Contrast sensitivity was measured over a range of spatial frequencies (1.5, 3, 6, 12, and 18 cyc/deg) using the qCSF method. Error bars represent the standard error of the mean. Contrast sensitivity appears to be impaired in subjects with diabetes, with greatest impairment found in subjects with moderate NPDR. Diabetic subjects without signs of retinopathy showed significant impairment at the low and intermediate spatial frequencies (1.5, 3, 6, 12 cyc/deg). Differences were detected among all groups at 1.5 cyc/deg.
Figure 1
 
Contrast sensitivity was measured over a range of spatial frequencies (1.5, 3, 6, 12, and 18 cyc/deg) using the qCSF method. Error bars represent the standard error of the mean. Contrast sensitivity appears to be impaired in subjects with diabetes, with greatest impairment found in subjects with moderate NPDR. Diabetic subjects without signs of retinopathy showed significant impairment at the low and intermediate spatial frequencies (1.5, 3, 6, 12 cyc/deg). Differences were detected among all groups at 1.5 cyc/deg.

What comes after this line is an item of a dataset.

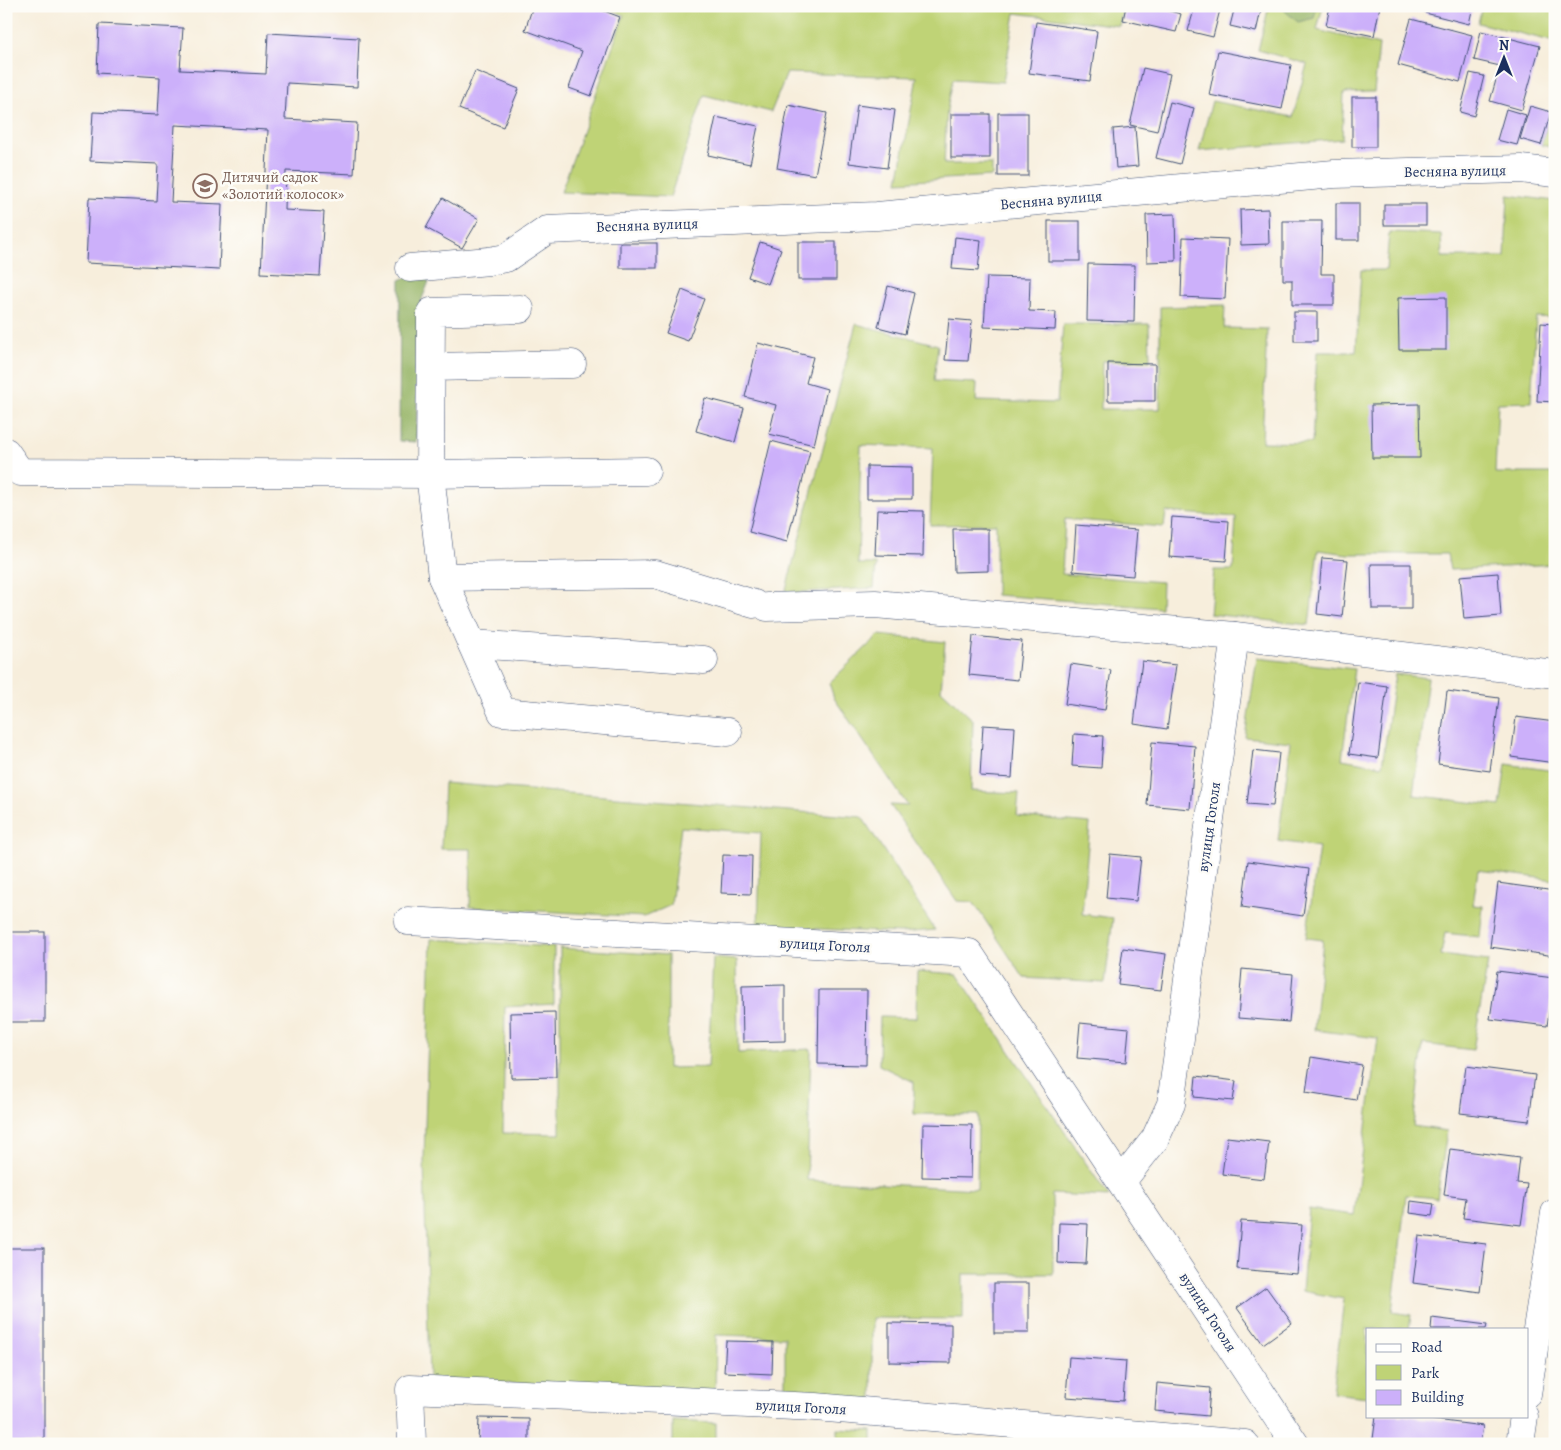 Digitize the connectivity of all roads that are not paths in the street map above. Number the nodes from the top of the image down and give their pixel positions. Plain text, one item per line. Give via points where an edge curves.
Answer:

Short-Wavelength and Standard Automated Perimetry
SWAP and SAP revealed neuroretinal impairment in subjects with clinical evidence of retinopathy. Both tests found a statistically significant decrease in MD and FT values in subjects with moderate compared to mild NPDR (SWAP, MD P = 0.002; SWAP, fovea P = 0.0006; SAP, MD P = 0.015; SAP, fovea P = 0.007). SWAP PSD values that reflect variability across the field also differentiated among subjects with moderate and mild NPDR (P = 0.013). With SAP, PSD values differentiated between diabetic subjects with no DR and with mild NPDR (P = 0.046). SAP appears to have advantages over SWAP in detecting retinal dysfunction early in NPDR, but SWAP was able to detect differences in later-stage NPDR with a slightly reduced testing time. 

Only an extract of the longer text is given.